==== Exercise data ====
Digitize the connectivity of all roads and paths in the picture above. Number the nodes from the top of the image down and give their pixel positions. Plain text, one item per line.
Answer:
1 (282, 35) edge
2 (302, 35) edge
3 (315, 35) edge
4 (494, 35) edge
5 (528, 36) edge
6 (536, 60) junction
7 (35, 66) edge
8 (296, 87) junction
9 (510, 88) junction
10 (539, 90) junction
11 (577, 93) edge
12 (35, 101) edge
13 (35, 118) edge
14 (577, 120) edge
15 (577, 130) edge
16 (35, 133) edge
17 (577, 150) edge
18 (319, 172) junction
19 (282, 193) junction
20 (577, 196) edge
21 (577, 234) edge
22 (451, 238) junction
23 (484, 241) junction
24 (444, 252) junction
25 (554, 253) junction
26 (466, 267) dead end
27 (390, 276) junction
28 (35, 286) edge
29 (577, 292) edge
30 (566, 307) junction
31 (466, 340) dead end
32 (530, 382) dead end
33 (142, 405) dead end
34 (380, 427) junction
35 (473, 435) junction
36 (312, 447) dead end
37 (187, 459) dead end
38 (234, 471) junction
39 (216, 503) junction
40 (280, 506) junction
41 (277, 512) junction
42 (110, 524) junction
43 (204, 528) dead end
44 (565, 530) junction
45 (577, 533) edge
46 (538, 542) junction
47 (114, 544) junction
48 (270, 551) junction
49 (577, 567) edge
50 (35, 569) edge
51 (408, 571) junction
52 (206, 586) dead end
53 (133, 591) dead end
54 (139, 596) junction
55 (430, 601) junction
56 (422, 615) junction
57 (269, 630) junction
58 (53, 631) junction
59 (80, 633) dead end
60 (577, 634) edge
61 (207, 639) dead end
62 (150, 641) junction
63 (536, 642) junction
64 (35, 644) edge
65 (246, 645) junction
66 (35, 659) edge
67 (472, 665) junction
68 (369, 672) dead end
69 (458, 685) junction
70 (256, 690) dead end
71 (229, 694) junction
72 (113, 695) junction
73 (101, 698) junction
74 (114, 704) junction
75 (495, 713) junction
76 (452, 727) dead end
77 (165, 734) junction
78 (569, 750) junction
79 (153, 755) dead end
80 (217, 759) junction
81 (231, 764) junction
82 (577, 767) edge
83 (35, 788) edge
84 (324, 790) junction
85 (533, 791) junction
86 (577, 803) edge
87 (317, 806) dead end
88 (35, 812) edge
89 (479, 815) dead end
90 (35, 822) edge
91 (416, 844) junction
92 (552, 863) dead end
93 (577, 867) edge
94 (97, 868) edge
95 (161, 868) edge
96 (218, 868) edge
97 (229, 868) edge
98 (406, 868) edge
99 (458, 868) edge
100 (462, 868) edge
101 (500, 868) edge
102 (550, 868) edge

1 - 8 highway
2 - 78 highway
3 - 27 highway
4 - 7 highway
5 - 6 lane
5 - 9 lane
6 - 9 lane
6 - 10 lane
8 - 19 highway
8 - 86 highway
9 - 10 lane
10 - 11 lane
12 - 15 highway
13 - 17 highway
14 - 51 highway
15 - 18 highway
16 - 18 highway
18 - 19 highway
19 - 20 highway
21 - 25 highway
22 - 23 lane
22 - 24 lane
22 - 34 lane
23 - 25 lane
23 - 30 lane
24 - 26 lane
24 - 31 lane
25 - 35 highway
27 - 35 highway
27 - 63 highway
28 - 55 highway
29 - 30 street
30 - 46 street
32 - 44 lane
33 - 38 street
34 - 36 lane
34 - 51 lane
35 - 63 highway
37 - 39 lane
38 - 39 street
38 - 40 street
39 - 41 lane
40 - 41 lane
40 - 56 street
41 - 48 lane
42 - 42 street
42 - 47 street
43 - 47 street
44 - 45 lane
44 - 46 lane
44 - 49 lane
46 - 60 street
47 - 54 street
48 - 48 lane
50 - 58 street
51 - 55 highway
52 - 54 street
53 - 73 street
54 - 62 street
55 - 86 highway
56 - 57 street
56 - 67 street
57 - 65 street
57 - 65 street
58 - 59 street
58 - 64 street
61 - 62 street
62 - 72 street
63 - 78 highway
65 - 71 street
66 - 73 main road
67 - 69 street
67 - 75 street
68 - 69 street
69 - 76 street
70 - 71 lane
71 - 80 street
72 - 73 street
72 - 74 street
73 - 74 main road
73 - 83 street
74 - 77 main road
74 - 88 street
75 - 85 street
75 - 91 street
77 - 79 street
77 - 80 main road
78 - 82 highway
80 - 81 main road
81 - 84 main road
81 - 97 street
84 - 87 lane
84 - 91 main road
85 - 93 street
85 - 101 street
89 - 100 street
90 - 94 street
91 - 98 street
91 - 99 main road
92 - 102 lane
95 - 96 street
====
- Task brief -
Please copy out each line in the entries that mentions the string "main".

- Result -
66 - 73 main road
73 - 74 main road
74 - 77 main road
77 - 80 main road
80 - 81 main road
81 - 84 main road
84 - 91 main road
91 - 99 main road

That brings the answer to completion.